Nadia pun langsung mengancingi baju albi dengan betul dari bawah sampai atas.
"Kamu ngga ingat ya"seru albi sambil membiarkan kan nadia mengancingi bajunya.
"Ingat apa? " tanya nadia tapi tangannya masih terus mengancingi baju suaminya itu.
" Aku kan menyimpan Sesuatu untuk Nanti malam, dan sekarang sudah malam aku mau sesuatu itu"ujar Albi Sambil tersenyum Hangat kepada nadia.
Ketika satu kancing baju lagi mau di pasangkan nadia tapi seketika tangannya berhenti, ketika mendengar perkataan albi itu, Nadia baru ingat Apa yang di maksudkan suaminya itu.
Nadia pun menatap suaminya dengan rasa canggung.
"pantas saja kak albi tidak mengancingi baju nya dengan benar, dia sengaja.. karna ingin meminta hak nya" gumam nadia dalam hati.
"bagaimana nad.. apa kamu mau..tapi kalau kamu belum siap nanti saja"tanya Albi
Nadia mengambil nafas dalam dalam lalu membuang nya.

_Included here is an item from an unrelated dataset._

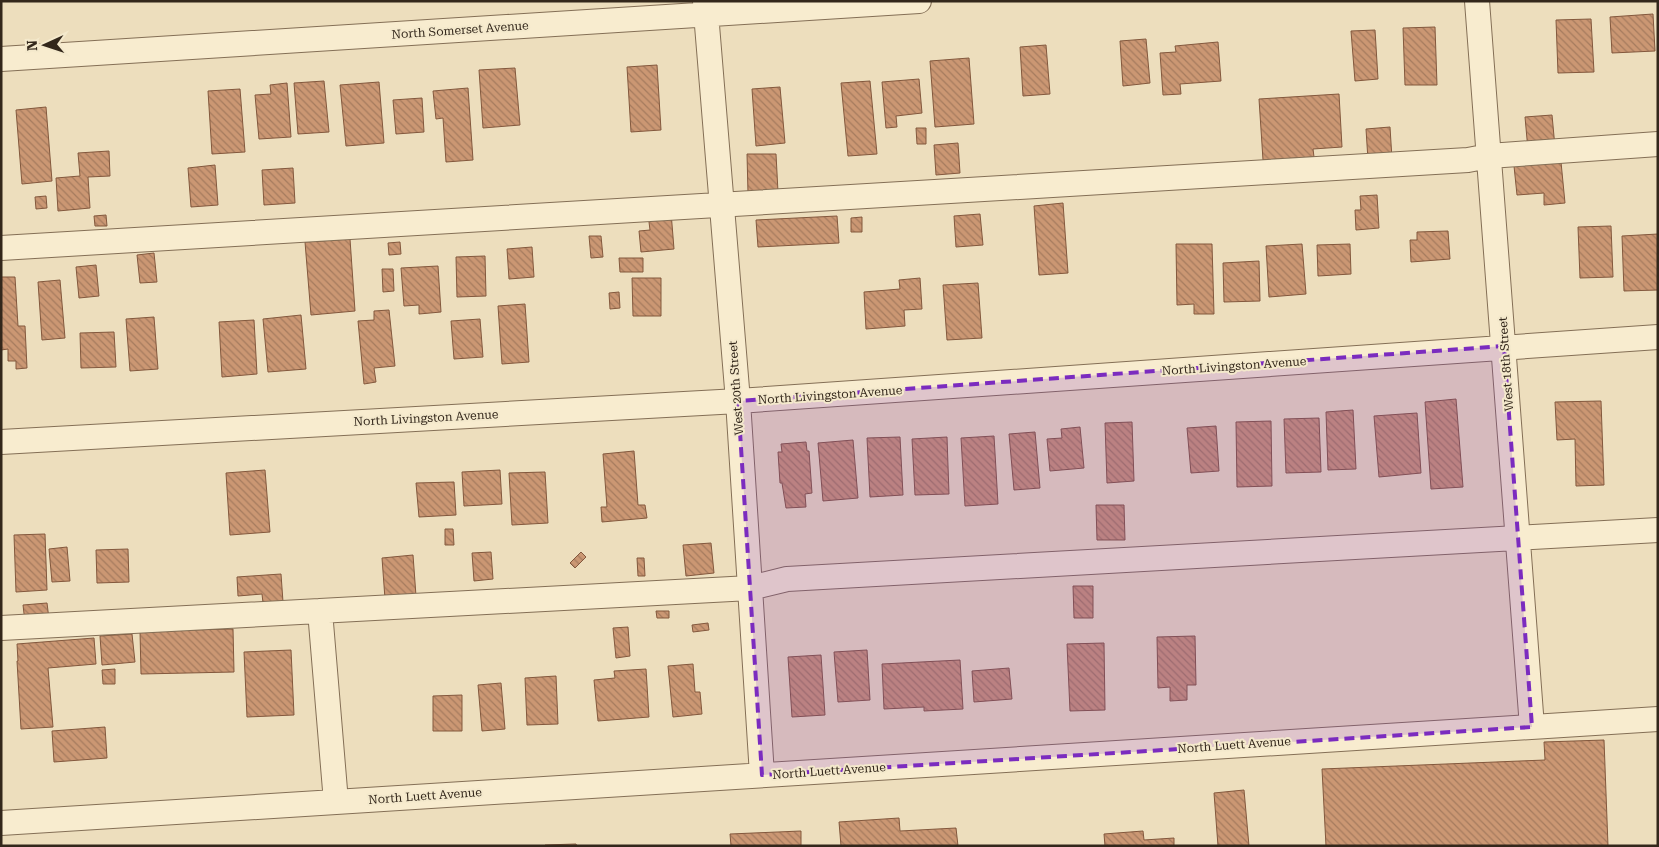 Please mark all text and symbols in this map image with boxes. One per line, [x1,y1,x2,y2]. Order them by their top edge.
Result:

"baiklah, tapi kak aku takut"ucap nadia lirih
Albi pun menggenggam tangan nadia mencoba menenangkannya.
"Kalau kamu takut penjam kan matamu"ucap albi dengan suara lembut.
"Apa ini akan sakit"tanya nadia lagi
"mungkin awal awal akan sakit tapi nanti tidak sakit akan sakit lagi" jawab Albi sambil mengelus kepala nadia dengan lembut.
"pelan pelan ya kak.. "pinta nadia dengan suara lirih.
"Iya, aku akan pelan pelan"jawab Albi dengan tatapan sendunya
Albi pun melepas genggaman tangan nya pada nadia. lalu albi mencium kening Nadia, nadia pun memejamkan matanya.